### TASK INSTRUCTIONS:
Each entry below is to be duplicated precisely.

Collected data

Start of Block

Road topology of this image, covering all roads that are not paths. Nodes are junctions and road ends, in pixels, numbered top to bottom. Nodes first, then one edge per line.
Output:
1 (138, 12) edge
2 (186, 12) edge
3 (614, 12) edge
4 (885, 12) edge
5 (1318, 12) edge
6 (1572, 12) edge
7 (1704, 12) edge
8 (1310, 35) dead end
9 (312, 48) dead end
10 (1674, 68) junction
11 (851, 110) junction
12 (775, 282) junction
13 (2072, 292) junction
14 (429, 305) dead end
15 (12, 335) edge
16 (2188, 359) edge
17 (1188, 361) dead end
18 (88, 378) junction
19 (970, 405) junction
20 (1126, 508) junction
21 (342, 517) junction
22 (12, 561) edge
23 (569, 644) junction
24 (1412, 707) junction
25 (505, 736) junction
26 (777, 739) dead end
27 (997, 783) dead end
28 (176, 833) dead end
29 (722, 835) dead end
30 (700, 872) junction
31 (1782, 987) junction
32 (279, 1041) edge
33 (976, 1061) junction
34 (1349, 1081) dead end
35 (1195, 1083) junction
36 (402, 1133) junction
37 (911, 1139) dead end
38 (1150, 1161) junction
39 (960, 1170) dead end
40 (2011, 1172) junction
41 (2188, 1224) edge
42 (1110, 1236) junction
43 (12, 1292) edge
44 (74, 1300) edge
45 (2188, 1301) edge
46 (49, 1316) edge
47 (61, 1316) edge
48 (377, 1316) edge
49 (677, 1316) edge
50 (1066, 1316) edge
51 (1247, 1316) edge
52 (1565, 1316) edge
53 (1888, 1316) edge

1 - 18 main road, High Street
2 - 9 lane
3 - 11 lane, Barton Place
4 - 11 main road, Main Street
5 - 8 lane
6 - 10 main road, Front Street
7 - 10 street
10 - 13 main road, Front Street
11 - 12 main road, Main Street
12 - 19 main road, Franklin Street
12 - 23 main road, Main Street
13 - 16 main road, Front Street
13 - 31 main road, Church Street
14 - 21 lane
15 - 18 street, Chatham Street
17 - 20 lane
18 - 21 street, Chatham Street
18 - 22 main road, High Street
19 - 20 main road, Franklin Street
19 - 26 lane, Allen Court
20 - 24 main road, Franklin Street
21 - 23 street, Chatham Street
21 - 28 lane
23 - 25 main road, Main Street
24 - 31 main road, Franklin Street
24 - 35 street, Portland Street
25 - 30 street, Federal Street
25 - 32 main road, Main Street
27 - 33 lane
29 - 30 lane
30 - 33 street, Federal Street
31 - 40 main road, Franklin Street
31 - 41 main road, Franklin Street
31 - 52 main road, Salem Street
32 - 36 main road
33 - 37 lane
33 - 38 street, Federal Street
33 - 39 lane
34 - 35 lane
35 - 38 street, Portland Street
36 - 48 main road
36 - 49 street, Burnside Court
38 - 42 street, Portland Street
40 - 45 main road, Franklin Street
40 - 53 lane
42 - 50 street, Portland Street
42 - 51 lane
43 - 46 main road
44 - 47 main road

End of Block

### ANSWER BOX:
Road topology of this image, covering all roads that are not paths. Nodes are junctions and road ends, in pixels, numbered top to bottom. Nodes first, then one edge per line.
Output:
1 (138, 12) edge
2 (186, 12) edge
3 (614, 12) edge
4 (885, 12) edge
5 (1318, 12) edge
6 (1572, 12) edge
7 (1704, 12) edge
8 (1310, 35) dead end
9 (312, 48) dead end
10 (1674, 68) junction
11 (851, 110) junction
12 (775, 282) junction
13 (2072, 292) junction
14 (429, 305) dead end
15 (12, 335) edge
16 (2188, 359) edge
17 (1188, 361) dead end
18 (88, 378) junction
19 (970, 405) junction
20 (1126, 508) junction
21 (342, 517) junction
22 (12, 561) edge
23 (569, 644) junction
24 (1412, 707) junction
25 (505, 736) junction
26 (777, 739) dead end
27 (997, 783) dead end
28 (176, 833) dead end
29 (722, 835) dead end
30 (700, 872) junction
31 (1782, 987) junction
32 (279, 1041) edge
33 (976, 1061) junction
34 (1349, 1081) dead end
35 (1195, 1083) junction
36 (402, 1133) junction
37 (911, 1139) dead end
38 (1150, 1161) junction
39 (960, 1170) dead end
40 (2011, 1172) junction
41 (2188, 1224) edge
42 (1110, 1236) junction
43 (12, 1292) edge
44 (74, 1300) edge
45 (2188, 1301) edge
46 (49, 1316) edge
47 (61, 1316) edge
48 (377, 1316) edge
49 (677, 1316) edge
50 (1066, 1316) edge
51 (1247, 1316) edge
52 (1565, 1316) edge
53 (1888, 1316) edge

1 - 18 main road, High Street
2 - 9 lane
3 - 11 lane, Barton Place
4 - 11 main road, Main Street
5 - 8 lane
6 - 10 main road, Front Street
7 - 10 street
10 - 13 main road, Front Street
11 - 12 main road, Main Street
12 - 19 main road, Franklin Street
12 - 23 main road, Main Street
13 - 16 main road, Front Street
13 - 31 main road, Church Street
14 - 21 lane
15 - 18 street, Chatham Street
17 - 20 lane
18 - 21 street, Chatham Street
18 - 22 main road, High Street
19 - 20 main road, Franklin Street
19 - 26 lane, Allen Court
20 - 24 main road, Franklin Street
21 - 23 street, Chatham Street
21 - 28 lane
23 - 25 main road, Main Street
24 - 31 main road, Franklin Street
24 - 35 street, Portland Street
25 - 30 street, Federal Street
25 - 32 main road, Main Street
27 - 33 lane
29 - 30 lane
30 - 33 street, Federal Street
31 - 40 main road, Franklin Street
31 - 41 main road, Franklin Street
31 - 52 main road, Salem Street
32 - 36 main road
33 - 37 lane
33 - 38 street, Federal Street
33 - 39 lane
34 - 35 lane
35 - 38 street, Portland Street
36 - 48 main road
36 - 49 street, Burnside Court
38 - 42 street, Portland Street
40 - 45 main road, Franklin Street
40 - 53 lane
42 - 50 street, Portland Street
42 - 51 lane
43 - 46 main road
44 - 47 main road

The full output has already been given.